10 Juni 2024
18:27 WIB
Tak Panik, Akan Kemenkeu Cari Cara Bayar Utang Jatuh Tempo Rp800 T
Kemenkeu juga telah membentuk tim dengan BI, selaku pemilik SBN, menyangkut cara pembayaran utang SBN sebesar Rp100 triliun.
Penulis: Khairul Kahfi
Direktur Surat Utang Negara DJPPR Kemenkeu Deni Ridwan usai Media Briefing Penerbitan SBR seri SBR013T2 dan SBR013T4, Jakarta, Senin (10/6). Validnews/Khairul Kahfi
JAKARTA - Direktur Surat Utang Negara DJPPR Kementerian Keuangan Deni Ridwan menyampaikan, pemerintah tidak panik dengan utang jatuh tempo via SBN sebesar Rp800 triliun di tahun depan. Hal ini tecermin dari kondisi ekonomi nasional dan pasar keuangan domestik yang masih cukup kondusif.
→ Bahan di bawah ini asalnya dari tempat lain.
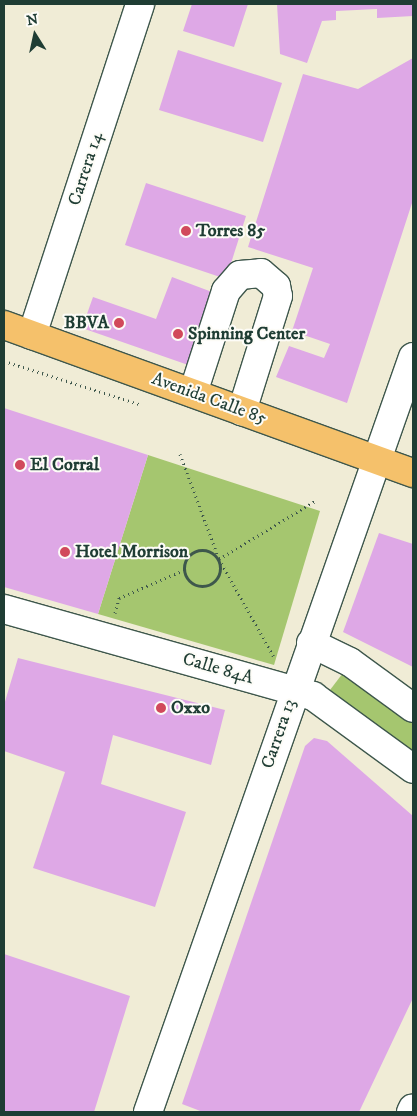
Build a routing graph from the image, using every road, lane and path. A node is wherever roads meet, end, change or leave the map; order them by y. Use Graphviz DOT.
graph roads {
  1 [pos="140,4"];
  2 [pos="4,325"];
  3 [pos="32,335"];
  4 [pos="413,357"];
  5 [pos="193,393"];
  6 [pos="242,411"];
  7 [pos="180,454"];
  8 [pos="378,461"];
  9 [pos="413,473"];
  10 [pos="315,501"];
  11 [pos="219,560"];
  12 [pos="184,570"];
  13 [pos="4,609"];
  14 [pos="113,618"];
  15 [pos="311,644"];
  16 [pos="279,666"];
  17 [pos="294,690"];
  18 [pos="413,708"];
  19 [pos="413,769"];
  20 [pos="413,1108"];
  21 [pos="138,1111"];
  22 [pos="411,1112"];
  1 -- 3 [label="street, Carrera 14"];
  2 -- 3 [label="main road, Avenida Calle 85"];
  3 -- 5 [label="main road, Avenida Calle 85"];
  4 -- 8 [label="street, Carrera 13"];
  5 -- 6 [label="main road, Avenida Calle 85"];
  5 -- 6 [label="street"];
  6 -- 8 [label="main road, Avenida Calle 85"];
  7 -- 11 [label="path"];
  8 -- 9 [label="main road, Avenida Calle 85"];
  8 -- 15 [label="street, Carrera 13"];
  10 -- 11 [label="path"];
  11 -- 12 [label="path"];
  11 -- 12 [label="path"];
  11 -- 16 [label="path"];
  12 -- 14 [label="path"];
  13 -- 17 [label="street, Calle 84A"];
  15 -- 17 [label="street, Carrera 13"];
  15 -- 18 [label="street"];
  17 -- 19 [label="street, Calle 84A"];
  17 -- 21 [label="street, Carrera 13"];
  20 -- 22 [label="street"];
}
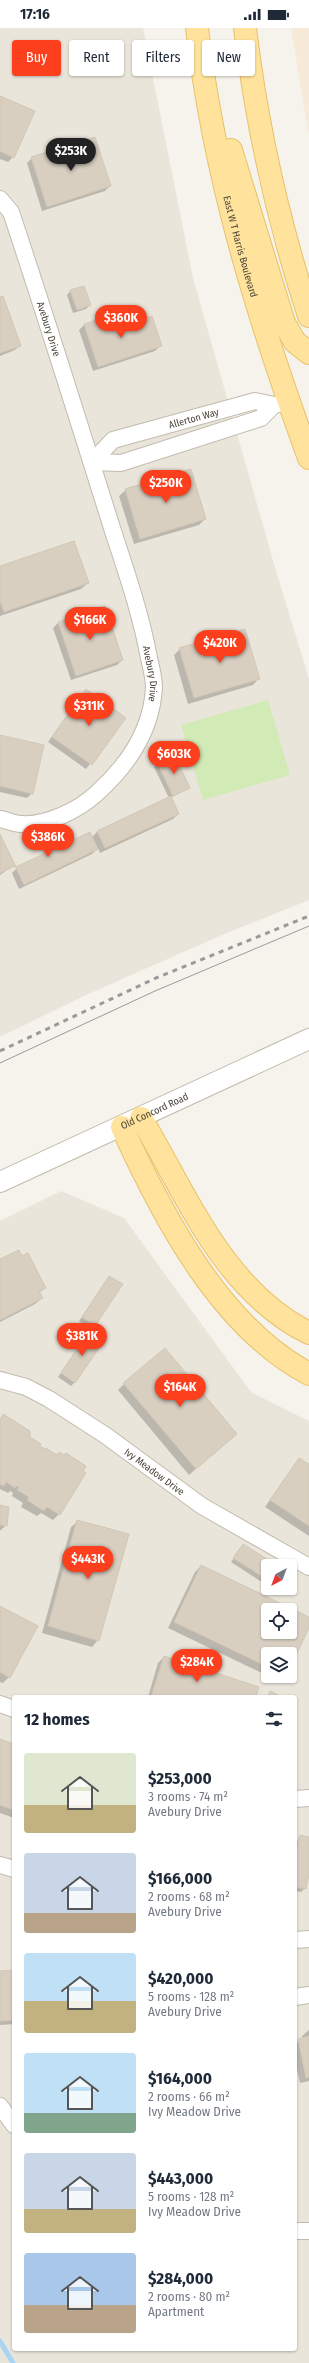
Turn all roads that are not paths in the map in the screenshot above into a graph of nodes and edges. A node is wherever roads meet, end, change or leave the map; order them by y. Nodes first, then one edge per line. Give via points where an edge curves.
1 (197, 28) edge
2 (245, 28) edge
3 (202, 72) edge
4 (203, 76) edge
5 (204, 76) edge
6 (0, 199) edge
7 (309, 316) edge
8 (309, 353) edge
9 (282, 404) junction
10 (309, 410) edge
11 (309, 458) edge
12 (92, 462) junction
13 (0, 819) edge
14 (309, 1039) edge
15 (132, 1122) junction
16 (0, 1182) edge
17 (309, 1333) edge
18 (309, 1374) edge
19 (0, 1380) edge
20 (309, 1567) edge
21 (0, 1704) edge
22 (12, 1707) edge
23 (309, 1798) edge
24 (297, 1799) edge
25 (0, 1865) edge
26 (12, 1868) edge
27 (309, 1938) edge
28 (297, 1940) edge
29 (309, 1995) edge
30 (297, 1998) edge
31 (297, 2231) edge
32 (309, 2231) edge

1 - 3 main road, East W T Harris Boulevard
2 - 7 main road via 264,153 289,253
4 - 9 main road, East W T Harris Boulevard via 224,187
5 - 8 main road via 226,130 240,184 284,323 295,342
6 - 12 street, Avebury Drive via 11,212
9 - 10 main road
9 - 11 main road, East W T Harris Boulevard
9 - 12 street, Allerton Way via 261,418 121,463
9 - 12 street, Allerton Way via 255,401 113,440
12 - 13 street, Avebury Drive via 143,626 154,686 150,711 142,739 129,760 91,799 75,809 37,823 20,824
14 - 15 street, Old Concord Road
15 - 16 street, Old Concord Road
15 - 17 main road via 232,1270 270,1309
15 - 18 main road via 153,1192 213,1288 259,1338
19 - 20 street, Ivy Meadow Drive via 26,1387 49,1399 105,1435 202,1506
21 - 22 street
23 - 24 street
25 - 26 street
27 - 28 street
29 - 30 street
31 - 32 street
"Enggak (panik) juga sih, ibu (Menkeu) menyampaikan kemarin selama pasar keuangan baik, confident dari masyarakat dari investor bagus, itu (utang negara) sesuatu yang bisa kita manage," katanya usai Media Briefing Penerbitan SBR seri SBR013T2 dan SBR013T4, Jakarta, Senin (10/6).
Deni menginformasikan, pemerintah sudah terbiasa membayarkan rata-rata utang jatuh tempo sebanyak Rp600-700 triliun setiap tahunnya. Adapun utang yang jatuh tempo Rp800 triliun di tahun depan merupakan utang yang diterbitkan untuk mengantisipasi pandemi covid-19.
Baca Juga: Jatuh Tempo Utang Di 2025 Sentuh Rp800 T, Begini Alasan Sri Mulyani
Di antara utang yang jatuh tempo tahun depan tersebut, ada sebanyak Rp100 triliun SBN yang dimiliki oleh Bank Indonesia. Untuk itu, pemerintah segera membentuk tim dengan BI untuk mendiskusikan penanganan atas utang jatuh tempo tersebut.
“Supaya nanti mendapatkan solusi yang terbaik. Di satu sisi juga untuk menjaga stabilitas sistem fiskal kita,” ujarnya.
Sebelumnya, Menkeu Sri Mulyani menjelaskan, utang jatuh tempo yang tergolong tinggi di 2025 tidak akan jadi masalah berarti. hal yang sama juga berlaku pada utang jatuh tempo di 2026 maupun 2027.
Optimisme tersebut bisa terjadi, asalkan risiko pembayaran utang yang mesti ditanggung investor cenderung kecil. Yang disebabkan persepsi pemberi utang atau investor akan fiskal dan politik suatu negara berada dalam kondisi aman.
"Kalau ada pokok (utang) yang jatuh tempo, risiko yang dihadapi oleh suatu negara bukan pada magnitude-nya, tapi pada kemampuan negara tersebut melakukan revolving pada biaya yang dianggap fair. Itu menjadi salah satu bentuk risiko," ucap Menkeu, Kamis (6/6).
Baca Juga: ADB Yakin Makan Siang Gratis Perlebar Defisit Fiskal Indonesia
Walau utang akan jatuh tempo di 2025, tuturnya, para pemegang SBN tidak serta-merta bisa langsung menarik uangnya. Sebab, para investor masih membutuhkan instrumen investasi.
Kecuali, sambungnya, para investor menjadi panik karena melihat kondisi negara sudah tidak aman, sehingga mereka memilih untuk tidak berinvestasi. Oleh karena itu, Menkeu menilai Pentin stabilitas, kredibilitas, dan sustainability fiskal negara.
"Persepsi mereka terhadap APBN terhadap pengelolaan utang menentukan kemampuan kita untuk terus melakukan pengelolaan revolving risk, currency risk dan maturity risk secara relatif smooth," katanya.